THE PROBLEM
A complete answer lists every line of the entries below where the string "Định" appears.

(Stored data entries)

--- START ---

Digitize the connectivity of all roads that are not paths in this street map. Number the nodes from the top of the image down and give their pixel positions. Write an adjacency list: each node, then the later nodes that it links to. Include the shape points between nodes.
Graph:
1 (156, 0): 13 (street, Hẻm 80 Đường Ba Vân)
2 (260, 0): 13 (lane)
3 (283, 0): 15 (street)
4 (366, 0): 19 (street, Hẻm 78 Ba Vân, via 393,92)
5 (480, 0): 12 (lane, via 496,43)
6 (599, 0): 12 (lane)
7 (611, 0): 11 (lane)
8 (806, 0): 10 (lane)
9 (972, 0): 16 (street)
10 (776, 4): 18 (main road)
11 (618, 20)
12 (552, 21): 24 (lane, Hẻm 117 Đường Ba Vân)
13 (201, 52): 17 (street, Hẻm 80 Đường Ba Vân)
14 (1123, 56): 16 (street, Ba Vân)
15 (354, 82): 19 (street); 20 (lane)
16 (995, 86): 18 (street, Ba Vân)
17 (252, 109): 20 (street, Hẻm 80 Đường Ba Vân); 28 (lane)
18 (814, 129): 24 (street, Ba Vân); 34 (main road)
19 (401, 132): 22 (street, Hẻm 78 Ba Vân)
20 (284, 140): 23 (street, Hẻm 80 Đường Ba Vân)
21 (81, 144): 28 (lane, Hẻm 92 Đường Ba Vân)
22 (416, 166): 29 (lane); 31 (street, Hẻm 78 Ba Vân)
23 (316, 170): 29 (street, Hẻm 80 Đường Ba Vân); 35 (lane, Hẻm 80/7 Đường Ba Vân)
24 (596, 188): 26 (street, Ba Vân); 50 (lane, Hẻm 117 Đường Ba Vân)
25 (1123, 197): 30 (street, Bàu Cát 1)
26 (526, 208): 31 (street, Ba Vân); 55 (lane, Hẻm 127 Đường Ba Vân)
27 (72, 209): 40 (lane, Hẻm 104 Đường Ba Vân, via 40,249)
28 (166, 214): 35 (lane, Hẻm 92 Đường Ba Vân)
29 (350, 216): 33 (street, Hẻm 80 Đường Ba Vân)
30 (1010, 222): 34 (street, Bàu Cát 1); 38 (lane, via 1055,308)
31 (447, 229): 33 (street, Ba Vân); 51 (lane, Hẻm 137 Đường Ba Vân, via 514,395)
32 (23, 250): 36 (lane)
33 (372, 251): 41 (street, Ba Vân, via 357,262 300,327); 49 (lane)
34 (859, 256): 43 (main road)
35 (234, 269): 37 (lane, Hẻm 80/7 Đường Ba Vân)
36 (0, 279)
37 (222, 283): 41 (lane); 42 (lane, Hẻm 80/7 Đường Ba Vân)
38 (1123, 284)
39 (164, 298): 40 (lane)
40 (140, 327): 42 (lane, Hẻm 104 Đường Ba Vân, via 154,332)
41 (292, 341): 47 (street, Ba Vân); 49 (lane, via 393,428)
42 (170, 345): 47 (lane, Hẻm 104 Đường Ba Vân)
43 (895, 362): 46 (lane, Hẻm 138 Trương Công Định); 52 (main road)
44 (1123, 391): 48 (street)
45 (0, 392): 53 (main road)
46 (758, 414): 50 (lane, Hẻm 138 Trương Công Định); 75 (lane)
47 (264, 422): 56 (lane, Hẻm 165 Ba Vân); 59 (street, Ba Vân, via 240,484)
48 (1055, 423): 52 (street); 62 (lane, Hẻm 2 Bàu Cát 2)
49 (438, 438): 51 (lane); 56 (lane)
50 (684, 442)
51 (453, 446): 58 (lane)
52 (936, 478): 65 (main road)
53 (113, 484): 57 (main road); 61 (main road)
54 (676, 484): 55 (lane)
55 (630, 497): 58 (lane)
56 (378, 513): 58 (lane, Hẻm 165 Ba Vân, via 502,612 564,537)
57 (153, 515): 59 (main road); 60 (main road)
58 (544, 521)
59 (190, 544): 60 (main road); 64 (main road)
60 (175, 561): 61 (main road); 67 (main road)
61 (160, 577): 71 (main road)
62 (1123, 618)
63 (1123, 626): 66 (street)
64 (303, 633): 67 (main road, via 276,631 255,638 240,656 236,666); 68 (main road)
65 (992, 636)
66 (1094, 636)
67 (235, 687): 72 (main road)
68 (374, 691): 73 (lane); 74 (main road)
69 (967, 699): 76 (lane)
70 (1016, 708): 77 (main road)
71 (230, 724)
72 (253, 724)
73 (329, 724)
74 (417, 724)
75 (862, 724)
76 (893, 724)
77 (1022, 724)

--- END ---

TASK RESPONSE
43 (895, 362): 46 (lane, Hẻm 138 Trương Công Định); 52 (main road)
46 (758, 414): 50 (lane, Hẻm 138 Trương Công Định); 75 (lane)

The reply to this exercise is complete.